Material and Methods
Five patients treated for
intracranial malignancies and two breast and two lymphoma patients were
retrospectively retrieved from our clinical database. PBS intensity modulated proton
therapy (IMPT) plans were generated using a standard minimal range shifter air gap
of 7 cm (standard plan). The body
contour and plan parameters (gantry rotation, couch rotation and isocenter)
were imported into a raytracing simulation framework where the visibility of a
region-of-interest (ROI) on the patients surface was calculated for varying range
shifter positions.

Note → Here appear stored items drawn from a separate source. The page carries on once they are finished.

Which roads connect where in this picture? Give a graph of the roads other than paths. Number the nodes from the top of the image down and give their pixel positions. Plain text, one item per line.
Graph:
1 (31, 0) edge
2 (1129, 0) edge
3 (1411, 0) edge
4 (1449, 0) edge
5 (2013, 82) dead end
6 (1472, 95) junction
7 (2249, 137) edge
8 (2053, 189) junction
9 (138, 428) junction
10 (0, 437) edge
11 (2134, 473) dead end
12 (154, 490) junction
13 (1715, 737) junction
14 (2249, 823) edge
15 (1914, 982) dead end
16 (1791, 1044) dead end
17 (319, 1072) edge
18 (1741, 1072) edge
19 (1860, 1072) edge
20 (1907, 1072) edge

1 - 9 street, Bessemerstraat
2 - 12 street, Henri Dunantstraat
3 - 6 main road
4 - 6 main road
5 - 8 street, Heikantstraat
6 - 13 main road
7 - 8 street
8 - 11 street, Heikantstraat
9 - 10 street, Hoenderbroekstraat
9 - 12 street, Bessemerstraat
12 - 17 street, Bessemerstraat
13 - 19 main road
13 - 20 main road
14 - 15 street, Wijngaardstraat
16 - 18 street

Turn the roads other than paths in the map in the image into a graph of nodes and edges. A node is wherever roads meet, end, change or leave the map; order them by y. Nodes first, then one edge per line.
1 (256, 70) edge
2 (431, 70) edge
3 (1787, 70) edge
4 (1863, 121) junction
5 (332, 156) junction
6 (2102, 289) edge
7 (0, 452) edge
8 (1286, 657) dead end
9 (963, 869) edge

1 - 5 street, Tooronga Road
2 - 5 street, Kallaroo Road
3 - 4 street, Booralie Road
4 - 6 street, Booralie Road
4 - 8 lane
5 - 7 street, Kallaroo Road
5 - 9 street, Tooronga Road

Two SGRT systems were considered: (a) the commercial three
camera ceiling mounted configuration (3-SGRT)
and (b) a novel conceptual five camera design (5-SGRT). For every treatment field the range shifter position closest
to the patients’ surface was determined were at least 50 % of the ROI was
visible. The optimal parameters were determined for the 3-SGRT and 5-SGRT configuration
and used to create two additional treatment plans, as shown in figure 1. DVHs
were compared between the three plans per indication.
Results
The 3-SGRT system required a
maximally retracted range shifter position for at least one field per plan,
except for one patient. The median air gap was 31 cm (range 7 – 35 cm) for the
3-SGRT and 11 cm (range 7 – 17cm) for the 5-SGRT system. The mean pituitary
dose was 12.2 Gy for the standard, 12.0 Gy for the 3-SGRT and 11.8 Gy for the
5-SGRT plan. Mean lens dose was 8.9 Gy (L) and 8.2Gy (R) for the standard, 12.0
Gy (L) and 10.8 Gy (R) for the 3-SGRT and 9.3 Gy (L) and 9.0 Gy (R) for the
5-SGRT plan. Mean lacrimal gland dose was 15.5 Gy (L) and 12.9 Gy (R) for the
standard, 16.7 Gy (L) and 13.2 Gy (R) for the 3-SGRT and 15.7 Gy (L) and 13.0
Gy (R) for the 5-SGRT plan. The 5-SGRT plan had a mean dose sparing of 9.9% for
the mean dose to the pituitary gland, 31.0 % and 21.6 % for the mean left and
right lens dose, and 25.2 % and 25.6 % for the mean left and right lacrimal
gland dose, over the 3-SGRT plan. The achievable dose sparing for the 5-SGRT is
shown in figure 2 for two intracranial cases.
Conclusion
Surface guidance
systems can be used during PBS treatment of superficial targets with minimal
loss of plan quality when a dedicated, gantry specific five camera SGRT system is
used. The conventional three camera SGRT system requires the range shifter to
be retracted with a detrimental impact on OAR sparing.